The federal and state governments are pumping more money into care from year to year. But these sums are largely used up by the ever-increasing demand for childcare places. The immensely high price of extra-familial childcare with decent quality is becoming ever clearer. Nationwide, spending in 2022 rose to 41.6 billion euros. An estimated additional four billion would have to be raised for the missing places. For North Rhine-Westphalia, SPD expert Maelzer has calculated that around another billion euros would be needed in the most populous federal state alone. But that would only mean more places, not more quality of care. It wouldn’t be any better for them than it is today. So even more educators would have to be lured with higher salaries.

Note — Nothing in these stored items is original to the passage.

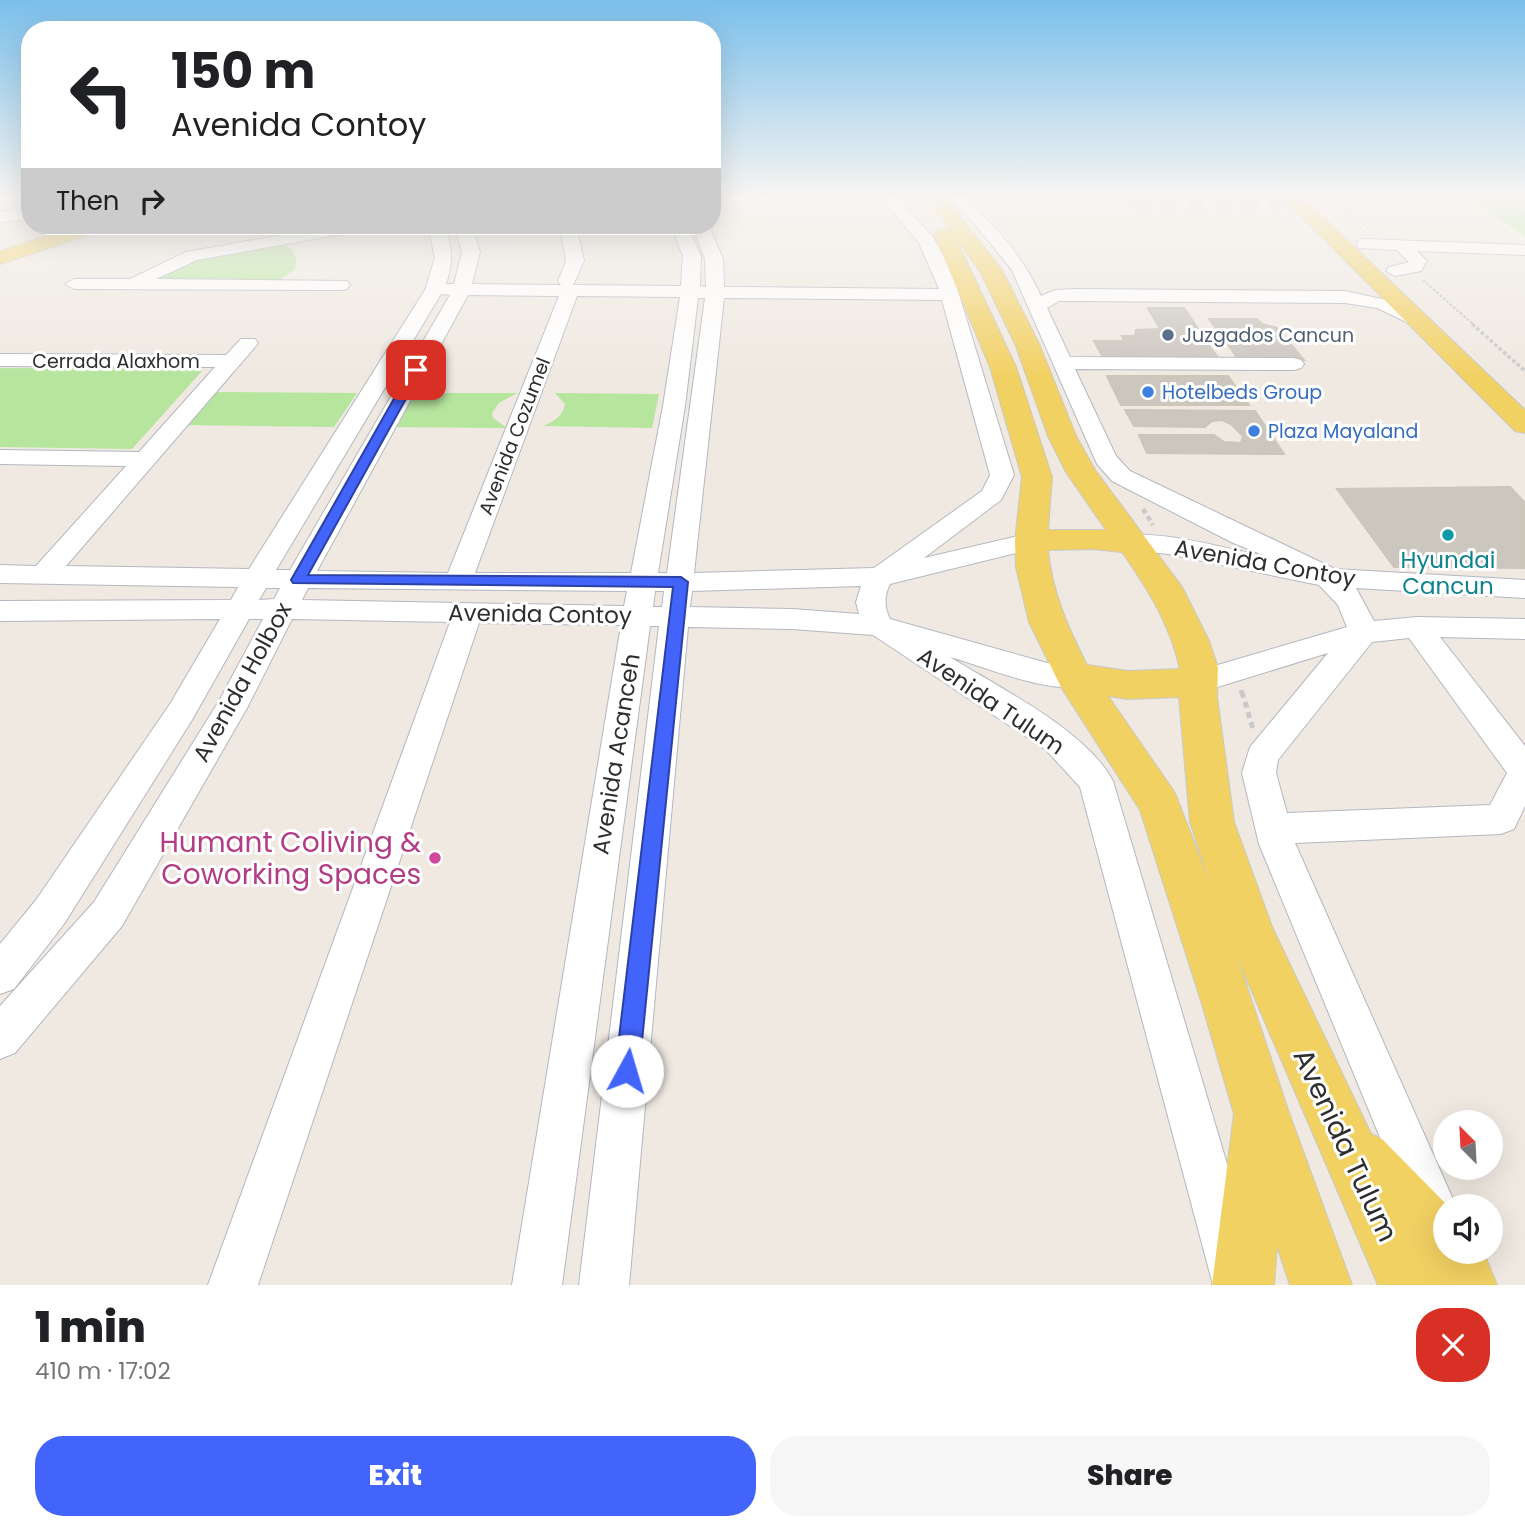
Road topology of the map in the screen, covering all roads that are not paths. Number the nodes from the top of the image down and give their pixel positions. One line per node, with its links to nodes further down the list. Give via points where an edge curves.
1 (190, 257): 19 (street)
2 (444, 257): 20 (street, Avenida Holbox)
3 (468, 257): 20 (street, Avenida Holbox)
4 (574, 257): 22 (street, Avenida Cozumel)
5 (692, 257): 23 (street, Avenida Acanceh)
6 (713, 257): 23 (street, Avenida Acanceh)
7 (934, 257): 25 (street)
8 (954, 257): 34 (main road)
9 (981, 257): 38 (main road, via 1043,381)
10 (1010, 257): 15 (street)
11 (1374, 257): 17 (street, via 1360,278)
12 (1382, 257): 28 (main road)
13 (1387, 257): 16 (main road)
14 (1405, 257): 16 (street, via 1418,261)
15 (1020, 269): 24 (street); 27 (street)
16 (1403, 270): 29 (main road)
17 (1331, 282): 24 (street); 26 (street, via 1352,290 1352,295)
18 (74, 284): 19 (street)
19 (131, 284): 21 (street, via 307,278)
20 (450, 284): 22 (street); 47 (street, Avenida Holbox); 48 (street, Avenida Holbox)
21 (341, 285)
22 (569, 286): 23 (street); 52 (street, Avenida Cozumel)
23 (702, 288): 25 (street); 49 (street, Avenida Acanceh, via 674,406); 50 (street, Avenida Acanceh)
24 (1069, 288): 26 (street); 27 (street)
25 (949, 290): 30 (street)
26 (1345, 297): 28 (street, via 1386,304)
27 (1037, 306): 36 (street)
28 (1419, 322): 37 (main road)
29 (1460, 331)
30 (963, 336): 34 (main road); 45 (street, via 1002,475 992,495)
31 (248, 342): 33 (street)
32 (0, 360): 33 (street, Cerrada Alaxhom)
33 (232, 361): 40 (street)
34 (1001, 361): 41 (main road, via 1037,477)
35 (1294, 363): 36 (street)
36 (1067, 373): 38 (main road); 46 (street, via 1105,459 1121,476)
37 (1525, 425)
38 (1062, 436): 42 (main road)
39 (0, 457): 40 (street)
40 (146, 459): 44 (street)
41 (1031, 541): 42 (main road, via 1069,537); 45 (street, Avenida Contoy); 62 (main road, via 1047,622)
42 (1130, 543): 46 (street, Avenida Contoy, via 1168,546); 63 (main road, Avenida Tulum, via 1170,595 1199,667)
43 (0, 574): 44 (street, Avenida Contoy)
44 (44, 574): 47 (street, Avenida Contoy)
45 (880, 577): 50 (street, Avenida Contoy); 58 (street, via 869,602)
46 (1329, 578): 51 (street, Avenida Contoy); 61 (street, via 1350,600 1361,618)
47 (257, 579): 48 (street, Avenida Contoy); 54 (street, Avenida Holbox)
48 (298, 580): 52 (street, Avenida Contoy); 53 (street, Avenida Holbox)
49 (643, 581): 50 (street, Avenida Contoy); 52 (street, Avenida Contoy); 56 (street, Avenida Acanceh)
50 (681, 582): 57 (street, Avenida Acanceh)
51 (1525, 589)
52 (463, 597): 53 (street, Avenida Contoy); 56 (street, Avenida Contoy); 71 (street, Avenida Cozumel)
53 (283, 609): 54 (street, Avenida Contoy); 67 (street, Avenida Holbox, via 108,914)
54 (239, 610): 55 (street, Avenida Contoy); 66 (street, Avenida Holbox, via 167,734 50,912)
55 (4, 616)
56 (637, 616): 57 (street, Avenida Contoy); 72 (street, Avenida Acanceh)
57 (675, 616): 58 (street, Avenida Contoy); 73 (street, Avenida Acanceh)
58 (880, 626): 62 (street, Avenida Contoy, via 1047,674); 74 (street, Avenida Tulum, via 1058,741 1096,781)
59 (1418, 627): 60 (street); 61 (street); 64 (street)
60 (1525, 629)
61 (1363, 633): 63 (street); 65 (street, via 1262,756 1259,773)
62 (1073, 677): 63 (main road, via 1128,685); 68 (main road, via 1160,804)
63 (1217, 678): 70 (main road, Avenida Tulum, via 1212,822 1249,930 1341,1136)
64 (1525, 771): 65 (street, via 1501,819)
65 (1273, 829): 69 (street)
66 (0, 975)
67 (0, 1038)
68 (1260, 1110): 74 (main road); 75 (main road)
69 (1433, 1226)
70 (1433, 1245)
71 (233, 1285)
72 (537, 1285)
73 (604, 1285)
74 (1241, 1285)
75 (1321, 1285)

You can complain like the FDP family politician Marcel Hafke that there is “catastrophic crisis management” in the countries. Those in government should also be aware that “the economic costs would be significantly higher” “if parents did not get a place or the care had to be restricted,” as Maelzer says.
That’s right. Only: Without exception, all governments and opposition parties of all stripes have promised since 2008 to raise the quality of care and the number of places to a good level – none of them kept it. The goal of a high-quality day care center was always too expensive for them. And behind closed doors, several family ministers have already admitted in an interview with WELT that the high quality standards of science are unfinanceable anyway. The day-care center organized by the state has not proven to be really trustworthy. The promise to pave the way to the labor market for mothers in particular and to give their children good support – they were deceptive. The horrible Corona years with their day care center closures, in which parents had to look after children and work at the same time, made this disappointing finding particularly clear.
Should the demand for the model “Kita-fürs-Kind-Jobs-für- den Eltern” drop one day, no politician would have the right to complain. Because the question arises: How long will fathers and mothers swallow all this and continue to put their child in care that is always shaped by political considerations of expediency and budget plans, but not by parental love? Who knows, maybe some parents (at least those who could afford it) will soon come to a realization that is currently unfashionable: Less daycare means more quality of life for my child.